/esstra

A software suite for enhancing software supply chain transparency

Primary LanguagePythonOtherNOASSERTION

Project ESSTRA

The Project "ESSTRA", a software suite for Enhancing Software Supply Chain Transparency, aims to improve transparency of software supply chains as the name suggests.

More specifically, the goal of this project is to provide a set of tools to help illuminate and unveil the "dark" areas in software supply chains where critical information about software components is unclear, primarily from a software traceability and compliance perspective.

The current version of ESSTRA takes an approach of embedding metadata in resulting binary files at compile time with GCC. The metadata contains information about paths of the source and header files from which the binary file was generated.

Status of This Version

ESSTRA is being developed on Ubuntu 22.04 with GCC 11.4.0 and Python 3.10.12 installed on an x86_64 PC. And we have also confirmed that ESSTRA can build and run on an Aarch64 (arm64) Docker container virtualized with QEMU on an x86_64 PC.

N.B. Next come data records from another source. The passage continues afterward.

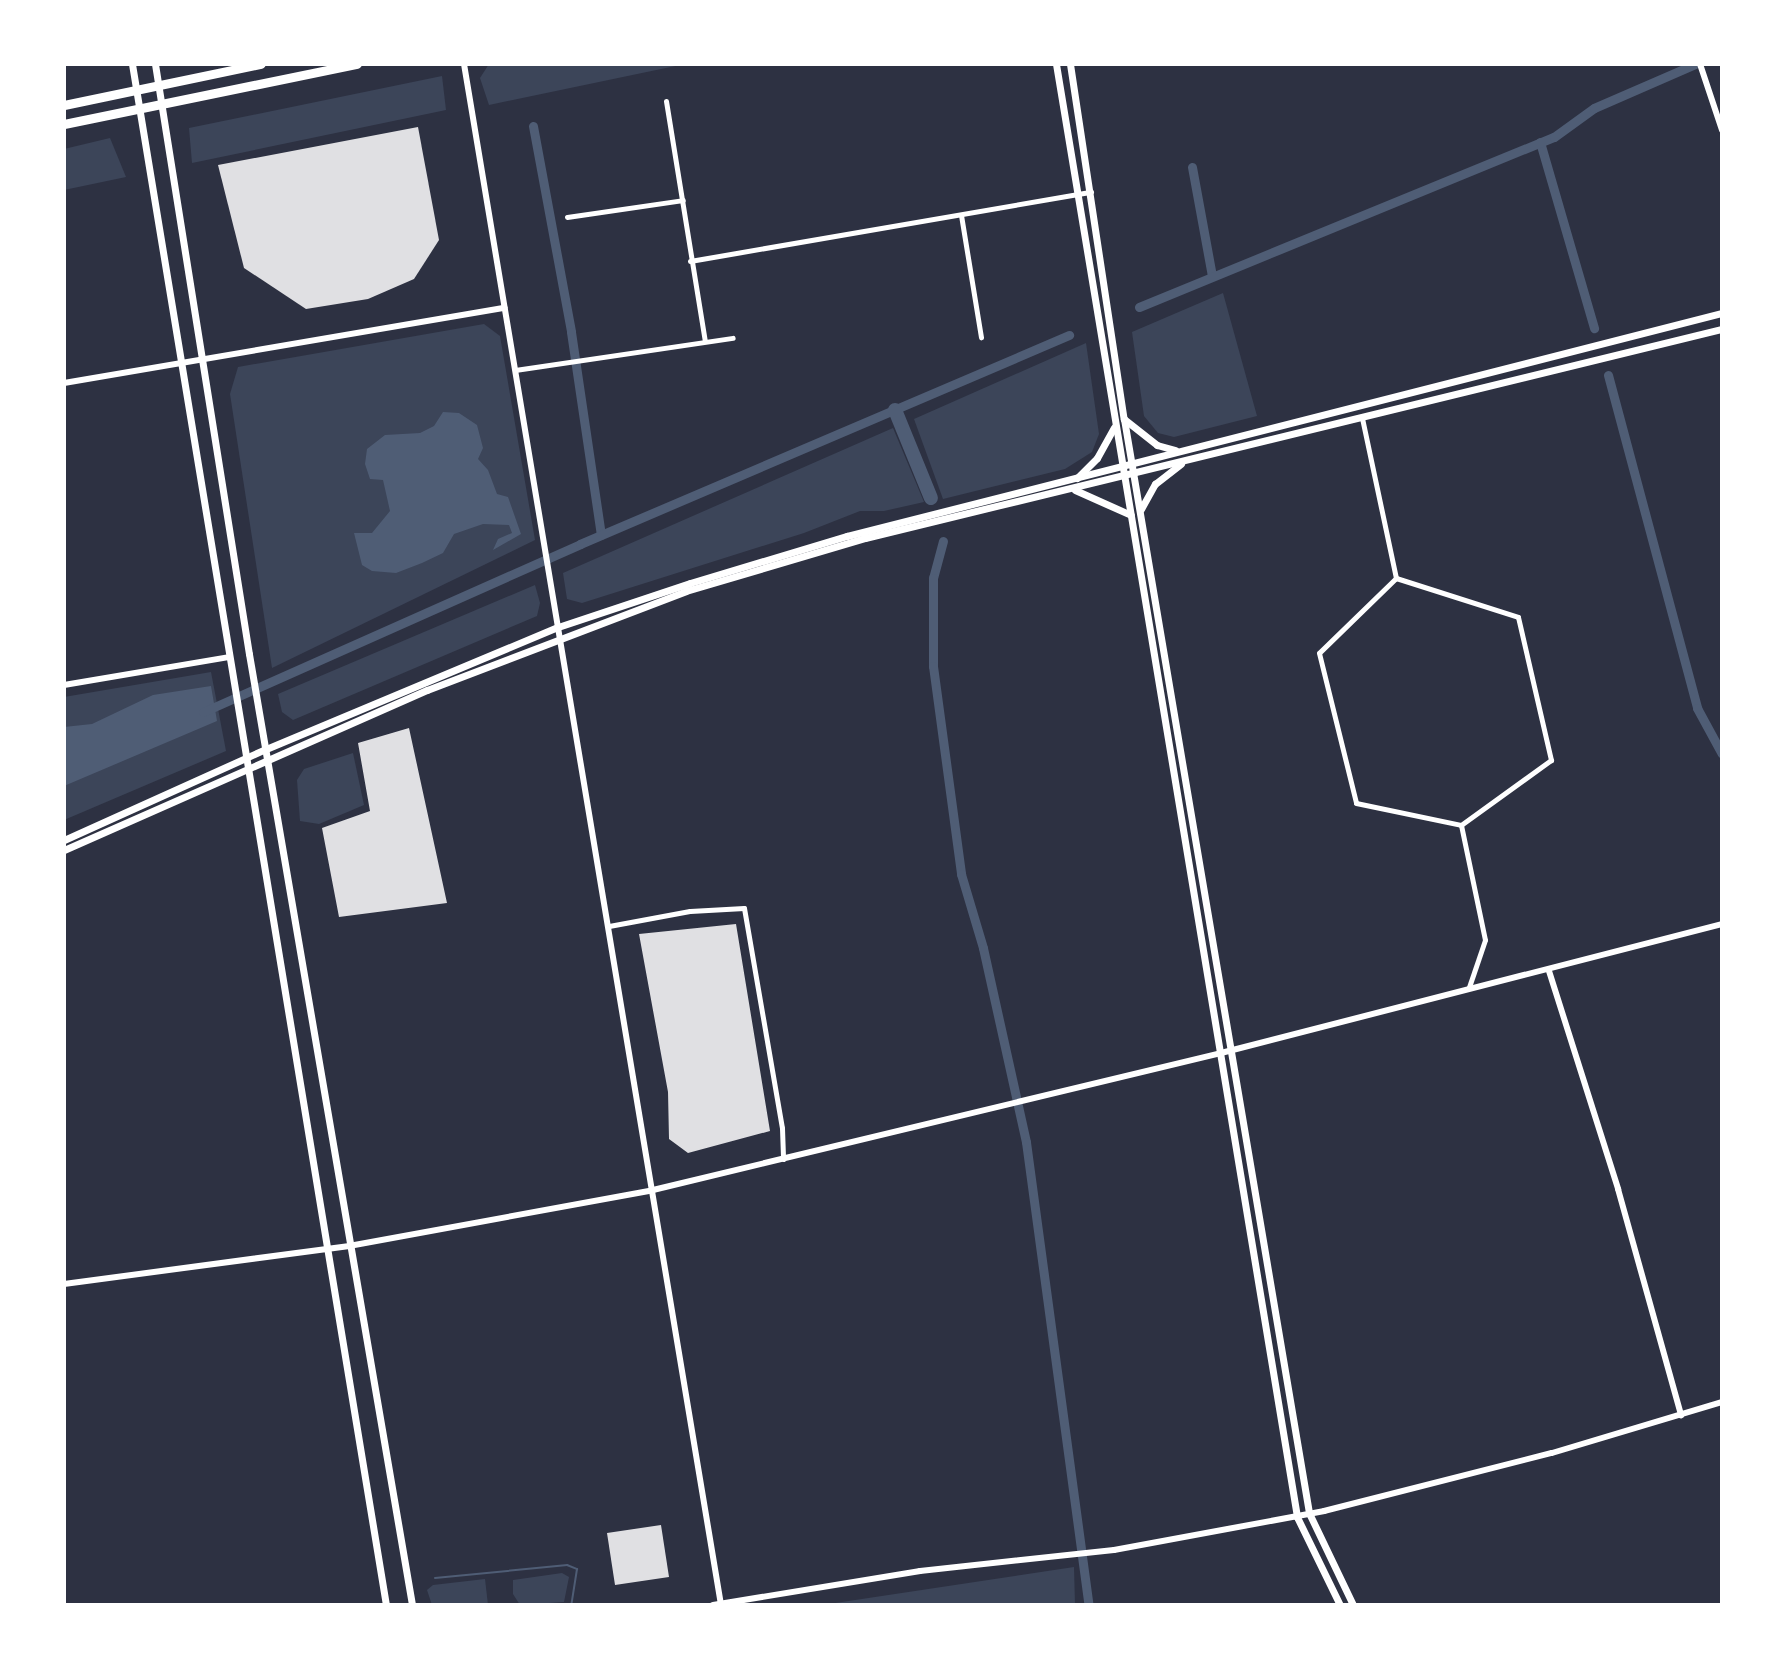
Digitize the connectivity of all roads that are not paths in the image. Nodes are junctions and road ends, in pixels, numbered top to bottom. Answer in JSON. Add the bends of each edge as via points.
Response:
{"nodes":[{"id":1,"x":132,"y":64,"type":"edge"},
{"id":2,"x":155,"y":64,"type":"edge"},
{"id":3,"x":261,"y":64,"type":"edge"},
{"id":4,"x":357,"y":64,"type":"edge"},
{"id":5,"x":464,"y":64,"type":"edge"},
{"id":6,"x":1056,"y":64,"type":"edge"},
{"id":7,"x":1070,"y":64,"type":"edge"},
{"id":8,"x":1700,"y":64,"type":"edge"},
{"id":9,"x":159,"y":85,"type":"junction"},
{"id":10,"x":137,"y":90,"type":"junction"},
{"id":11,"x":666,"y":101,"type":"dead end"},
{"id":12,"x":161,"y":103,"type":"junction"},
{"id":13,"x":64,"y":105,"type":"edge"},
{"id":14,"x":140,"y":108,"type":"junction"},
{"id":15,"x":64,"y":124,"type":"edge"},
{"id":16,"x":1722,"y":130,"type":"edge"},
{"id":17,"x":1091,"y":192,"type":"junction"},
{"id":18,"x":1078,"y":196,"type":"junction"},
{"id":19,"x":683,"y":200,"type":"junction"},
{"id":20,"x":961,"y":215,"type":"junction"},
{"id":21,"x":567,"y":217,"type":"dead end"},
{"id":22,"x":690,"y":261,"type":"junction"},
{"id":23,"x":505,"y":308,"type":"junction"},
{"id":24,"x":1722,"y":313,"type":"edge"},
{"id":25,"x":1722,"y":329,"type":"edge"},
{"id":26,"x":981,"y":337,"type":"dead end"},
{"id":27,"x":733,"y":338,"type":"dead end"},
{"id":28,"x":705,"y":341,"type":"junction"},
{"id":29,"x":202,"y":359,"type":"junction"},
{"id":30,"x":181,"y":363,"type":"junction"},
{"id":31,"x":515,"y":370,"type":"junction"},
{"id":32,"x":64,"y":383,"type":"edge"},
{"id":33,"x":1362,"y":418,"type":"junction"},
{"id":34,"x":1124,"y":419,"type":"junction"},
{"id":35,"x":1115,"y":425,"type":"junction"},
{"id":36,"x":1178,"y":451,"type":"junction"},
{"id":37,"x":1185,"y":461,"type":"junction"},
{"id":38,"x":1134,"y":462,"type":"junction"},
{"id":39,"x":1120,"y":466,"type":"junction"},
{"id":40,"x":1135,"y":474,"type":"junction"},
{"id":41,"x":1122,"y":477,"type":"junction"},
{"id":42,"x":1076,"y":478,"type":"junction"},
{"id":43,"x":1073,"y":489,"type":"junction"},
{"id":44,"x":1141,"y":509,"type":"junction"},
{"id":45,"x":1131,"y":515,"type":"junction"},
{"id":46,"x":1396,"y":578,"type":"junction"},
{"id":47,"x":558,"y":627,"type":"junction"},
{"id":48,"x":560,"y":637,"type":"junction"},
{"id":49,"x":229,"y":657,"type":"junction"},
{"id":50,"x":64,"y":685,"type":"edge"},
{"id":51,"x":266,"y":749,"type":"junction"},
{"id":52,"x":268,"y":759,"type":"junction"},
{"id":53,"x":248,"y":764,"type":"junction"},
{"id":54,"x":1461,"y":825,"type":"junction"},
{"id":55,"x":64,"y":840,"type":"edge"},
{"id":56,"x":64,"y":850,"type":"edge"},
{"id":57,"x":1722,"y":924,"type":"edge"},
{"id":58,"x":609,"y":926,"type":"junction"},
{"id":59,"x":1549,"y":971,"type":"junction"},
{"id":60,"x":1469,"y":987,"type":"junction"},
{"id":61,"x":1225,"y":1052,"type":"junction"},
{"id":62,"x":783,"y":1159,"type":"junction"},
{"id":63,"x":653,"y":1190,"type":"junction"},
{"id":64,"x":349,"y":1246,"type":"junction"},
{"id":65,"x":329,"y":1248,"type":"junction"},
{"id":66,"x":64,"y":1284,"type":"edge"},
{"id":67,"x":1722,"y":1402,"type":"edge"},
{"id":68,"x":1681,"y":1415,"type":"junction"},
{"id":69,"x":1309,"y":1513,"type":"junction"},
{"id":70,"x":1297,"y":1517,"type":"junction"},
{"id":71,"x":386,"y":1605,"type":"edge"},
{"id":72,"x":412,"y":1605,"type":"edge"},
{"id":73,"x":713,"y":1605,"type":"edge"},
{"id":74,"x":721,"y":1605,"type":"edge"},
{"id":75,"x":1340,"y":1605,"type":"edge"},
{"id":76,"x":1353,"y":1605,"type":"edge"}],
"edges":[{"from":1,"to":10,"type":"main road"},
{"from":2,"to":9,"type":"main road"},
{"from":3,"to":9,"type":"highway"},
{"from":4,"to":12,"type":"highway"},
{"from":5,"to":23,"type":"street"},
{"from":6,"to":18,"type":"main road"},
{"from":7,"to":17,"type":"main road"},
{"from":8,"to":16,"type":"street"},
{"from":9,"to":10,"type":"highway"},
{"from":9,"to":12,"type":"main road"},
{"from":10,"to":13,"type":"highway"},
{"from":10,"to":14,"type":"main road"},
{"from":11,"to":19,"type":"street"},
{"from":12,"to":14,"type":"highway"},
{"from":12,"to":29,"type":"main road"},
{"from":14,"to":15,"type":"highway"},
{"from":14,"to":30,"type":"main road"},
{"from":17,"to":18,"type":"street"},
{"from":17,"to":34,"type":"main road"},
{"from":18,"to":20,"type":"street"},
{"from":18,"to":35,"type":"main road"},
{"from":19,"to":21,"type":"street"},
{"from":19,"to":22,"type":"street"},
{"from":20,"to":22,"type":"street"},
{"from":20,"to":26,"type":"street"},
{"from":22,"to":28,"type":"street"},
{"from":23,"to":29,"type":"street"},
{"from":23,"to":31,"type":"street"},
{"from":24,"to":36,"type":"main road"},
{"from":25,"to":33,"type":"main road"},
{"from":27,"to":28,"type":"street"},
{"from":28,"to":31,"type":"street"},
{"from":29,"to":30,"type":"street"},
{"from":29,"to":51,"type":"main road"},
{"from":30,"to":32,"type":"street"},
{"from":30,"to":49,"type":"main road"},
{"from":31,"to":47,"type":"street"},
{"from":33,"to":37,"type":"main road"},
{"from":33,"to":46,"type":"street"},
{"from":34,"to":36,"type":"main road","via":[[1157,445]]},
{"from":34,"to":38,"type":"main road"},
{"from":35,"to":39,"type":"main road"},
{"from":35,"to":42,"type":"main road","via":[[1097,458]]},
{"from":36,"to":38,"type":"main road"},
{"from":37,"to":40,"type":"main road"},
{"from":37,"to":44,"type":"main road","via":[[1155,484]]},
{"from":38,"to":39,"type":"main road"},
{"from":38,"to":40,"type":"main road"},
{"from":39,"to":41,"type":"main road"},
{"from":39,"to":42,"type":"main road"},
{"from":40,"to":41,"type":"main road"},
{"from":40,"to":44,"type":"main road"},
{"from":41,"to":43,"type":"main road"},
{"from":41,"to":45,"type":"main road"},
{"from":42,"to":47,"type":"main road","via":[[847,536]]},
{"from":43,"to":45,"type":"main road"},
{"from":43,"to":48,"type":"main road","via":[[865,538],[686,591]]},
{"from":44,"to":61,"type":"main road"},
{"from":45,"to":61,"type":"main road"},
{"from":46,"to":54,"type":"street","via":[[1319,653],[1356,803]]},
{"from":46,"to":54,"type":"street","via":[[1518,617],[1551,760]]},
{"from":47,"to":48,"type":"street"},
{"from":47,"to":51,"type":"main road"},
{"from":48,"to":52,"type":"main road"},
{"from":48,"to":58,"type":"street"},
{"from":49,"to":50,"type":"street"},
{"from":49,"to":53,"type":"main road"},
{"from":51,"to":52,"type":"main road"},
{"from":51,"to":53,"type":"main road"},
{"from":52,"to":53,"type":"main road"},
{"from":52,"to":64,"type":"main road"},
{"from":53,"to":55,"type":"main road"},
{"from":53,"to":56,"type":"main road"},
{"from":53,"to":65,"type":"main road"},
{"from":54,"to":60,"type":"street","via":[[1485,940]]},
{"from":57,"to":59,"type":"street"},
{"from":58,"to":62,"type":"street","via":[[690,911],[744,908]]},
{"from":58,"to":63,"type":"street"},
{"from":59,"to":60,"type":"street"},
{"from":59,"to":68,"type":"street","via":[[1618,1189]]},
{"from":60,"to":61,"type":"street"},
{"from":61,"to":62,"type":"street"},
{"from":61,"to":69,"type":"main road"},
{"from":61,"to":70,"type":"main road"},
{"from":62,"to":63,"type":"street"},
{"from":63,"to":64,"type":"street"},
{"from":63,"to":74,"type":"street"},
{"from":64,"to":65,"type":"street"},
{"from":64,"to":72,"type":"main road"},
{"from":65,"to":66,"type":"street"},
{"from":65,"to":71,"type":"main road"},
{"from":67,"to":68,"type":"street"},
{"from":68,"to":69,"type":"street"},
{"from":69,"to":70,"type":"street"},
{"from":69,"to":76,"type":"main road"},
{"from":70,"to":74,"type":"street","via":[[1114,1550],[920,1571]]},
{"from":70,"to":75,"type":"main road"},
{"from":73,"to":74,"type":"street"}]}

This is a preliminary version. The data format and content of metadata, and the specifications and functionality of the tools are tentative and subject to change.

ESSTRA's Components

The current version of ESSTRA consists of the two tools:

ESSTRA Core (esstracore.so) is a GCC plugin that intervenes in compilation of GCC and embeds metadata into the resulting binary file. In this version, a list of the absolute paths of all source and header files involved in compilation is embedded in the binary file as metadata.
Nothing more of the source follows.